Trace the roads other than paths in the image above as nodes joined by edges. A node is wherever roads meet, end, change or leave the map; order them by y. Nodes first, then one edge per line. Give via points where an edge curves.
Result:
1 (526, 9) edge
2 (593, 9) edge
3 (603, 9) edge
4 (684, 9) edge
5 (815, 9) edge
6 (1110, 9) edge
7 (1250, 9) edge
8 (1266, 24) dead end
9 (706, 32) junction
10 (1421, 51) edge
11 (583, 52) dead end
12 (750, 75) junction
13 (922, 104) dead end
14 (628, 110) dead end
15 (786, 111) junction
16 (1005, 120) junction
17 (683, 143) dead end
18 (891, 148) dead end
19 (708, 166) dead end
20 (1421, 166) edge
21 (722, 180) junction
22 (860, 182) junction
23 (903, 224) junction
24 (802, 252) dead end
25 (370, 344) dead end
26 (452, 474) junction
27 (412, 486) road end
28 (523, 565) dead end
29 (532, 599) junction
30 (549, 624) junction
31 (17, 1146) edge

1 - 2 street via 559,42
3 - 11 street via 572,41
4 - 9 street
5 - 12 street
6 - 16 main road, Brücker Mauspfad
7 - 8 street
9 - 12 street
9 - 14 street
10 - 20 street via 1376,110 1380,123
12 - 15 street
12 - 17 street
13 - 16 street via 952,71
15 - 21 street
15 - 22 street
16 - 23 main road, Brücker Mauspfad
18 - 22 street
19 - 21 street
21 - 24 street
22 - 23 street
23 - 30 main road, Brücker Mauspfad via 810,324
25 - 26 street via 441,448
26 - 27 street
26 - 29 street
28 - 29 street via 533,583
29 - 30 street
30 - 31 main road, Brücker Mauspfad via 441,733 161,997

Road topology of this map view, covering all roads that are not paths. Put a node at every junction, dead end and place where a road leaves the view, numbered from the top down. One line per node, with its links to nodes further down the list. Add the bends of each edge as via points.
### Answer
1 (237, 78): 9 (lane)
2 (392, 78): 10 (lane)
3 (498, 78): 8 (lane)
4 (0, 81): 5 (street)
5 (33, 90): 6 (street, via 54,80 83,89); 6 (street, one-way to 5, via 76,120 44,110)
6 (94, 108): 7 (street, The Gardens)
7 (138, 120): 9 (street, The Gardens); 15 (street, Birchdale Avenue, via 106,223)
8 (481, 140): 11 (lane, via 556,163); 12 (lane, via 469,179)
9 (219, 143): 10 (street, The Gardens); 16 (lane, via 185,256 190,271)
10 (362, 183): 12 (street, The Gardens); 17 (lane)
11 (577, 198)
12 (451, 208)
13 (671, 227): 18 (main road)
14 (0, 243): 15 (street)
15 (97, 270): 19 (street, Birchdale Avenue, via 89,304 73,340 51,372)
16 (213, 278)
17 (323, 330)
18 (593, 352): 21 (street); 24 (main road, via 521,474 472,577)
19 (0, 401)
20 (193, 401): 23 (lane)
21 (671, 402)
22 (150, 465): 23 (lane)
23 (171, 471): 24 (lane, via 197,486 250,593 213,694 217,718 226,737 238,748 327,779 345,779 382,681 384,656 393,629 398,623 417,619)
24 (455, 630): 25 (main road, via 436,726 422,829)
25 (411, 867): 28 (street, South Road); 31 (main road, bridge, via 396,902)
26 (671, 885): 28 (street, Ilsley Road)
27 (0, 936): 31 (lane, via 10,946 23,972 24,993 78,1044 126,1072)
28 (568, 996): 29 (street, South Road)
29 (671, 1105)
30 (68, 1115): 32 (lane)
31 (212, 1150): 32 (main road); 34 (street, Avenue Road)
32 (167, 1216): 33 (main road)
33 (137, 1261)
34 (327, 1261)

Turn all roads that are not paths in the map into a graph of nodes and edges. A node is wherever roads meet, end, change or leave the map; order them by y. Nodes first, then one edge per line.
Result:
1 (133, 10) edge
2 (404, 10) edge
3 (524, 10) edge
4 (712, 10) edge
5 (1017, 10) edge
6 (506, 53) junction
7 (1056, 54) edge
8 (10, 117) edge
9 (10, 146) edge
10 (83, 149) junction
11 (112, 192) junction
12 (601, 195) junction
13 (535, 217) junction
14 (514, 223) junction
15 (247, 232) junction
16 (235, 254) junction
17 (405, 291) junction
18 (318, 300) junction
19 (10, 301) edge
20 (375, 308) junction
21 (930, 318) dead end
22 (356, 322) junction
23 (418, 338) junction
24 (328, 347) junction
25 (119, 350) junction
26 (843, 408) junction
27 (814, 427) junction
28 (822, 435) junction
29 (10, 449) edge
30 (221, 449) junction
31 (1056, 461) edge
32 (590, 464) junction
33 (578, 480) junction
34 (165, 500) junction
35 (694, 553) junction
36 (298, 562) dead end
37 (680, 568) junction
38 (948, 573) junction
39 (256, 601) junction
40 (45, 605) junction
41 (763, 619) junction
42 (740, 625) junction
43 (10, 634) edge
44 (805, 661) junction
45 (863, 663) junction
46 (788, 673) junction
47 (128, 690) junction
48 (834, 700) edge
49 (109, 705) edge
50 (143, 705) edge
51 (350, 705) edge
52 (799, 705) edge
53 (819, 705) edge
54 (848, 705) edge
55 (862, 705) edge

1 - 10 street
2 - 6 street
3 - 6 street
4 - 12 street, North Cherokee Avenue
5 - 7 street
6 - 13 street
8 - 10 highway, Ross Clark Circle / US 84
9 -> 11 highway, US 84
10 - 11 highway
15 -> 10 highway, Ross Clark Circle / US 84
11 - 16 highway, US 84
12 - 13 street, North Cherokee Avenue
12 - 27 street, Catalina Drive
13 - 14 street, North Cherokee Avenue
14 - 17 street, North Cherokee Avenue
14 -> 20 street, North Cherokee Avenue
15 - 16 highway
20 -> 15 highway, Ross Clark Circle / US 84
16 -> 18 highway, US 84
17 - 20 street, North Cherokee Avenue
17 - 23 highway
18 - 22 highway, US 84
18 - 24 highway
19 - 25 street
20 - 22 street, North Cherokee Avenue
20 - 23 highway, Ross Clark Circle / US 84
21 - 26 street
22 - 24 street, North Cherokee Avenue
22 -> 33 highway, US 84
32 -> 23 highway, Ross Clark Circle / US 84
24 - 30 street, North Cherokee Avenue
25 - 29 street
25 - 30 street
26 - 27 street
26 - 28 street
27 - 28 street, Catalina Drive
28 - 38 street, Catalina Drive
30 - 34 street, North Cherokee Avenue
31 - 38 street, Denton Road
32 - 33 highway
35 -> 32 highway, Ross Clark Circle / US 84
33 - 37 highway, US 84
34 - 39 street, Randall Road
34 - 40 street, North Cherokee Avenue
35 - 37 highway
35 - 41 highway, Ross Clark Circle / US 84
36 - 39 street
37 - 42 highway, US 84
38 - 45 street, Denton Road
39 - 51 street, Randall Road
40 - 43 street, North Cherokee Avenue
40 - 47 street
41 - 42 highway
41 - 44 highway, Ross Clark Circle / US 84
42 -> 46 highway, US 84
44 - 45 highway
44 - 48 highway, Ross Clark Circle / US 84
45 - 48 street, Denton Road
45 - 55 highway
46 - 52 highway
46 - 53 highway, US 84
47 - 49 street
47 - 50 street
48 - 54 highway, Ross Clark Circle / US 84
******************************
= DIRECTIONS FOR THIS TASK =
Repeat each record verbatim.

= COMPLETED TASK =
Trace the roads other than paths in the image above as nodes joined by edges. A node is wherever roads meet, end, change or leave the map; order them by y. Nodes first, then one edge per line. Give via points where an edge curves.
Result:
1 (526, 9) edge
2 (593, 9) edge
3 (603, 9) edge
4 (684, 9) edge
5 (815, 9) edge
6 (1110, 9) edge
7 (1250, 9) edge
8 (1266, 24) dead end
9 (706, 32) junction
10 (1421, 51) edge
11 (583, 52) dead end
12 (750, 75) junction
13 (922, 104) dead end
14 (628, 110) dead end
15 (786, 111) junction
16 (1005, 120) junction
17 (683, 143) dead end
18 (891, 148) dead end
19 (708, 166) dead end
20 (1421, 166) edge
21 (722, 180) junction
22 (860, 182) junction
23 (903, 224) junction
24 (802, 252) dead end
25 (370, 344) dead end
26 (452, 474) junction
27 (412, 486) road end
28 (523, 565) dead end
29 (532, 599) junction
30 (549, 624) junction
31 (17, 1146) edge

1 - 2 street via 559,42
3 - 11 street via 572,41
4 - 9 street
5 - 12 street
6 - 16 main road, Brücker Mauspfad
7 - 8 street
9 - 12 street
9 - 14 street
10 - 20 street via 1376,110 1380,123
12 - 15 street
12 - 17 street
13 - 16 street via 952,71
15 - 21 street
15 - 22 street
16 - 23 main road, Brücker Mauspfad
18 - 22 street
19 - 21 street
21 - 24 street
22 - 23 street
23 - 30 main road, Brücker Mauspfad via 810,324
25 - 26 street via 441,448
26 - 27 street
26 - 29 street
28 - 29 street via 533,583
29 - 30 street
30 - 31 main road, Brücker Mauspfad via 441,733 161,997

Road topology of this map view, covering all roads that are not paths. Put a node at every junction, dead end and place where a road leaves the view, numbered from the top down. One line per node, with its links to nodes further down the list. Add the bends of each edge as via points.
### Answer
1 (237, 78): 9 (lane)
2 (392, 78): 10 (lane)
3 (498, 78): 8 (lane)
4 (0, 81): 5 (street)
5 (33, 90): 6 (street, via 54,80 83,89); 6 (street, one-way to 5, via 76,120 44,110)
6 (94, 108): 7 (street, The Gardens)
7 (138, 120): 9 (street, The Gardens); 15 (street, Birchdale Avenue, via 106,223)
8 (481, 140): 11 (lane, via 556,163); 12 (lane, via 469,179)
9 (219, 143): 10 (street, The Gardens); 16 (lane, via 185,256 190,271)
10 (362, 183): 12 (street, The Gardens); 17 (lane)
11 (577, 198)
12 (451, 208)
13 (671, 227): 18 (main road)
14 (0, 243): 15 (street)
15 (97, 270): 19 (street, Birchdale Avenue, via 89,304 73,340 51,372)
16 (213, 278)
17 (323, 330)
18 (593, 352): 21 (street); 24 (main road, via 521,474 472,577)
19 (0, 401)
20 (193, 401): 23 (lane)
21 (671, 402)
22 (150, 465): 23 (lane)
23 (171, 471): 24 (lane, via 197,486 250,593 213,694 217,718 226,737 238,748 327,779 345,779 382,681 384,656 393,629 398,623 417,619)
24 (455, 630): 25 (main road, via 436,726 422,829)
25 (411, 867): 28 (street, South Road); 31 (main road, bridge, via 396,902)
26 (671, 885): 28 (street, Ilsley Road)
27 (0, 936): 31 (lane, via 10,946 23,972 24,993 78,1044 126,1072)
28 (568, 996): 29 (street, South Road)
29 (671, 1105)
30 (68, 1115): 32 (lane)
31 (212, 1150): 32 (main road); 34 (street, Avenue Road)
32 (167, 1216): 33 (main road)
33 (137, 1261)
34 (327, 1261)

Turn all roads that are not paths in the map into a graph of nodes and edges. A node is wherever roads meet, end, change or leave the map; order them by y. Nodes first, then one edge per line.
Result:
1 (133, 10) edge
2 (404, 10) edge
3 (524, 10) edge
4 (712, 10) edge
5 (1017, 10) edge
6 (506, 53) junction
7 (1056, 54) edge
8 (10, 117) edge
9 (10, 146) edge
10 (83, 149) junction
11 (112, 192) junction
12 (601, 195) junction
13 (535, 217) junction
14 (514, 223) junction
15 (247, 232) junction
16 (235, 254) junction
17 (405, 291) junction
18 (318, 300) junction
19 (10, 301) edge
20 (375, 308) junction
21 (930, 318) dead end
22 (356, 322) junction
23 (418, 338) junction
24 (328, 347) junction
25 (119, 350) junction
26 (843, 408) junction
27 (814, 427) junction
28 (822, 435) junction
29 (10, 449) edge
30 (221, 449) junction
31 (1056, 461) edge
32 (590, 464) junction
33 (578, 480) junction
34 (165, 500) junction
35 (694, 553) junction
36 (298, 562) dead end
37 (680, 568) junction
38 (948, 573) junction
39 (256, 601) junction
40 (45, 605) junction
41 (763, 619) junction
42 (740, 625) junction
43 (10, 634) edge
44 (805, 661) junction
45 (863, 663) junction
46 (788, 673) junction
47 (128, 690) junction
48 (834, 700) edge
49 (109, 705) edge
50 (143, 705) edge
51 (350, 705) edge
52 (799, 705) edge
53 (819, 705) edge
54 (848, 705) edge
55 (862, 705) edge

1 - 10 street
2 - 6 street
3 - 6 street
4 - 12 street, North Cherokee Avenue
5 - 7 street
6 - 13 street
8 - 10 highway, Ross Clark Circle / US 84
9 -> 11 highway, US 84
10 - 11 highway
15 -> 10 highway, Ross Clark Circle / US 84
11 - 16 highway, US 84
12 - 13 street, North Cherokee Avenue
12 - 27 street, Catalina Drive
13 - 14 street, North Cherokee Avenue
14 - 17 street, North Cherokee Avenue
14 -> 20 street, North Cherokee Avenue
15 - 16 highway
20 -> 15 highway, Ross Clark Circle / US 84
16 -> 18 highway, US 84
17 - 20 street, North Cherokee Avenue
17 - 23 highway
18 - 22 highway, US 84
18 - 24 highway
19 - 25 street
20 - 22 street, North Cherokee Avenue
20 - 23 highway, Ross Clark Circle / US 84
21 - 26 street
22 - 24 street, North Cherokee Avenue
22 -> 33 highway, US 84
32 -> 23 highway, Ross Clark Circle / US 84
24 - 30 street, North Cherokee Avenue
25 - 29 street
25 - 30 street
26 - 27 street
26 - 28 street
27 - 28 street, Catalina Drive
28 - 38 street, Catalina Drive
30 - 34 street, North Cherokee Avenue
31 - 38 street, Denton Road
32 - 33 highway
35 -> 32 highway, Ross Clark Circle / US 84
33 - 37 highway, US 84
34 - 39 street, Randall Road
34 - 40 street, North Cherokee Avenue
35 - 37 highway
35 - 41 highway, Ross Clark Circle / US 84
36 - 39 street
37 - 42 highway, US 84
38 - 45 street, Denton Road
39 - 51 street, Randall Road
40 - 43 street, North Cherokee Avenue
40 - 47 street
41 - 42 highway
41 - 44 highway, Ross Clark Circle / US 84
42 -> 46 highway, US 84
44 - 45 highway
44 - 48 highway, Ross Clark Circle / US 84
45 - 48 street, Denton Road
45 - 55 highway
46 - 52 highway
46 - 53 highway, US 84
47 - 49 street
47 - 50 street
48 - 54 highway, Ross Clark Circle / US 84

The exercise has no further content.